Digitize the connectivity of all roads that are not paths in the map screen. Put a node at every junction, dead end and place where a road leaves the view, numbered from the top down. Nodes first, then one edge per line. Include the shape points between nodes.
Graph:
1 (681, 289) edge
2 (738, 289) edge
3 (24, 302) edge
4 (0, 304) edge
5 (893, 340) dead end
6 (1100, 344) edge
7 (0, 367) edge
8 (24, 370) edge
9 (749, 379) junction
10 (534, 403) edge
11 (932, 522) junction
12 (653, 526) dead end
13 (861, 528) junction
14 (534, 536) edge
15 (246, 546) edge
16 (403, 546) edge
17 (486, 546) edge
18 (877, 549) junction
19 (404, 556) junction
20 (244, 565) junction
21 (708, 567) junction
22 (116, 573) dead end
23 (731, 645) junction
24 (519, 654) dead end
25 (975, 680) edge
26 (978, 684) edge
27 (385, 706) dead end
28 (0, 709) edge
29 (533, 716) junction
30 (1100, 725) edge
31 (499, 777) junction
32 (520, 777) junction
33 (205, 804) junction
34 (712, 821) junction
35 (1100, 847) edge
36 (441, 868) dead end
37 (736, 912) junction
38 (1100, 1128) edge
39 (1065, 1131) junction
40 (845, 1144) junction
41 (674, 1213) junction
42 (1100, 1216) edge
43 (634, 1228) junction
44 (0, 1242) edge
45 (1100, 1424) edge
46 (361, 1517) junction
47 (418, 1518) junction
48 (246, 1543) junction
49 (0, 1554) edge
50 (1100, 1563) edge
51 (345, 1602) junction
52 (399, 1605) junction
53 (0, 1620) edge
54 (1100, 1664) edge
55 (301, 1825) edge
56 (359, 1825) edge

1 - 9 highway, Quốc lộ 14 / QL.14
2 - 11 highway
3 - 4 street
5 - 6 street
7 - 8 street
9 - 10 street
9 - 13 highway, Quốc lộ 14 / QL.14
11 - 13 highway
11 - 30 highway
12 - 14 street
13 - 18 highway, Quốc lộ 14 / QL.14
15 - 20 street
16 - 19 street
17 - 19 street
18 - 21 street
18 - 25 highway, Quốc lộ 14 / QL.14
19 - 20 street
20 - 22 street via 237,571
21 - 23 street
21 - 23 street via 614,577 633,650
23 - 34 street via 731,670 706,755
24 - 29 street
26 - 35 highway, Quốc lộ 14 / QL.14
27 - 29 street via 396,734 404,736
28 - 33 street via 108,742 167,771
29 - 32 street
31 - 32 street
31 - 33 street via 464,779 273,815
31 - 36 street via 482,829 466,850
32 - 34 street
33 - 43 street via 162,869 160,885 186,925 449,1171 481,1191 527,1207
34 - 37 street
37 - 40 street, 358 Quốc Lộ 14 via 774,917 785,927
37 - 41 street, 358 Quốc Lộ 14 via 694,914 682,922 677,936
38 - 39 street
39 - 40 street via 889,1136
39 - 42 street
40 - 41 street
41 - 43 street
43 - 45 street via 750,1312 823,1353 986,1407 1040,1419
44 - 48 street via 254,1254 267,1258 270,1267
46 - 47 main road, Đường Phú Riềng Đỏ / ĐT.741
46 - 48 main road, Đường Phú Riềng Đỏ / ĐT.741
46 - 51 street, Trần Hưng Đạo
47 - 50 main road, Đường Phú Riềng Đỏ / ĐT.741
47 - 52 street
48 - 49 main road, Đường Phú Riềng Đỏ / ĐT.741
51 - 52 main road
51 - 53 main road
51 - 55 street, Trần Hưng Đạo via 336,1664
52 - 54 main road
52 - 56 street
--*--
§ WHAT THIS TASK INVOLVES: The answer must be every line of the listing that holds the word "Riềng".

§ RESPONSE BOX:
46 - 47 main road, Đường Phú Riềng Đỏ / ĐT.741
46 - 48 main road, Đường Phú Riềng Đỏ / ĐT.741
47 - 50 main road, Đường Phú Riềng Đỏ / ĐT.741
48 - 49 main road, Đường Phú Riềng Đỏ / ĐT.741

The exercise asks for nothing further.